Nick’s SUV was in the driveway when I got home. As he always did when he got home first, he’d left the porch light on for me. I let myself inside the house. He’d left the light over the stove on for me, too, and snoring echoed from the bedroom.
I locked up and left my keys in the bowl on top of the refrigerator. I took some ibuprofen and antibiotics for my leg and got into my pajamas.
I slid into bed, between Nick and Gibby. Gibby was awake, giving an aggrieved huff when I climbed in. He closed his eyes and was soon snoring heavily.
I’d grown accustomed to this, the warmth I felt sandwiched between the two of them. I loved them, and I could trust them entirely, with everything I was.
It wasn’t like there weren’t other people I trusted with my life. I trusted Monica, and the chief, and probably also deputies, like Detwiler and Jasper. But trusting someone with my life was a very different matter than trusting a person with who I was.
Maybe I would always be on the outside, looking in on relationships. But what I had here, in bed with me…that could be enough. The snores and the dog hair and the late nights.
That was enough, and I wouldn’t let it go.
—
A green flash seared my vision, then faded, leaving me in the dark.
I was eleven years old then, creeping through the yard at night, toward the well. I hadn’t forgotten the feeling of something brushing against my leg in the dark. I was afraid an animal was trapped in there, in the poisoned water, one that needed my help.
I crouched by the edge of the well. The pump hummed a low pulse, and I felt like I was sitting next to a hive of bees.
“Hello?” I whispered. I stared into the dark, searching for ripples in the water. I reached down with a stick and stirred. If there was a snake there, I could catch it and pull it to safety.
Something grabbed the stick and tore it away.

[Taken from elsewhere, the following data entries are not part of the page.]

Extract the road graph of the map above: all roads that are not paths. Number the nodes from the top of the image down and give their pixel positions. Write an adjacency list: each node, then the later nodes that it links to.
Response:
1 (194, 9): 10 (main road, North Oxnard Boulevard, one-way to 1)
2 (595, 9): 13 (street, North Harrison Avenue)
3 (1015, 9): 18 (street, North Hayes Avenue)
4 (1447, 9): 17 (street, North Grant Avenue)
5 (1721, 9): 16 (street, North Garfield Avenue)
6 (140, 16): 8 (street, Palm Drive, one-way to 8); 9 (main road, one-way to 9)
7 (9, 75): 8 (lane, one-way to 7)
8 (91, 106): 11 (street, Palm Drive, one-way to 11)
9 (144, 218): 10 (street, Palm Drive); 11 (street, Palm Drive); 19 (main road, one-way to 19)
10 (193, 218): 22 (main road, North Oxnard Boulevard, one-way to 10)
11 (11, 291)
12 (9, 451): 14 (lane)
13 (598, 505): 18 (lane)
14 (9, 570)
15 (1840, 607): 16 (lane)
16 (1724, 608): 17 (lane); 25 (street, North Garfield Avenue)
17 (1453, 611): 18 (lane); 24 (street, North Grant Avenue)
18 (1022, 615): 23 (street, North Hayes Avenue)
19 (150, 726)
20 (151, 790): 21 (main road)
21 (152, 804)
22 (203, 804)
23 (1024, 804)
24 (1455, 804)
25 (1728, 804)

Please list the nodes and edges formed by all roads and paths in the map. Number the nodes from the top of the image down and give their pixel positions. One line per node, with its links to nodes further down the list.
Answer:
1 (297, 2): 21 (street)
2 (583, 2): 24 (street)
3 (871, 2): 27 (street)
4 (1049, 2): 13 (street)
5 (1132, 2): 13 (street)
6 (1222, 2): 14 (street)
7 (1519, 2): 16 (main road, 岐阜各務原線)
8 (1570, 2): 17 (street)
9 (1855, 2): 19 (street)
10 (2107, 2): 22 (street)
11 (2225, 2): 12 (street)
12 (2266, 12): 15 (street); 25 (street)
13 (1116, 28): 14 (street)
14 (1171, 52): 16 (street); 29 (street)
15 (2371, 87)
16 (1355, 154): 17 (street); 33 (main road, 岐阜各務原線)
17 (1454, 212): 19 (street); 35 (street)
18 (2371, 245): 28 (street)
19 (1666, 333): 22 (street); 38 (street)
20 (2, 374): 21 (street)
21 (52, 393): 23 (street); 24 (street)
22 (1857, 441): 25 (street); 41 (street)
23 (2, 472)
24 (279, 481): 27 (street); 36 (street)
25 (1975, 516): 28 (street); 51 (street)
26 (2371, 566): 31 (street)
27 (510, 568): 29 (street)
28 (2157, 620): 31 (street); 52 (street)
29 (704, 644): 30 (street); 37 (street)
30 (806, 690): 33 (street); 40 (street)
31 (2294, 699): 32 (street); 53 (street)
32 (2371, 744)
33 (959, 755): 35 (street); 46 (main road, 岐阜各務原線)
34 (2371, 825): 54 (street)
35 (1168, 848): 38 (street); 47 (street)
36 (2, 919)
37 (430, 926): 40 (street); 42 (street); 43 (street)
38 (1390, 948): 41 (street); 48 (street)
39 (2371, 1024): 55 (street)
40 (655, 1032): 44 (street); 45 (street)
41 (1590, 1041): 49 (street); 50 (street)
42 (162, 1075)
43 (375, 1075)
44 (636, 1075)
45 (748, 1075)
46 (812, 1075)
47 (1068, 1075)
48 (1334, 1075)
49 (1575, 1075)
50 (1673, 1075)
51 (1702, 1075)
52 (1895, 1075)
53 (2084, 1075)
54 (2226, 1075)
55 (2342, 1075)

I flung myself back and landed on my backside.
Slowly, I crept to the edge again.
Below the buzz of the pump, I heard a musical hum, the hum of a woman, echoing off the well’s earthen walls, then the distant cry of a baby.
I called out to it. “What’s down there?”
Water churned, and something pale roiled beneath. The moon’s reflection fractured in the black, and I glimpsed the profile of a woman below the water.
I leaned forward, toward that musical humming.
“Who are you?” I needed to know.
I jumped as someone grabbed the back of my neck, drew me away. My mom.
Her eyes were as black as the pool.
“Mom,” I gasped. “What is it?”
She closed her eyes as the thing in the well cried with the sound of a baby.
“There’s a spirit in this place,” she said. “A spirit with many voices, many stories of pain and suffering. She takes on the suffering of the dead, takes their voices and their faces and visits her wrath upon men who abuse and kill women and girls. She’s a vengeful spirit, summoned by grief.”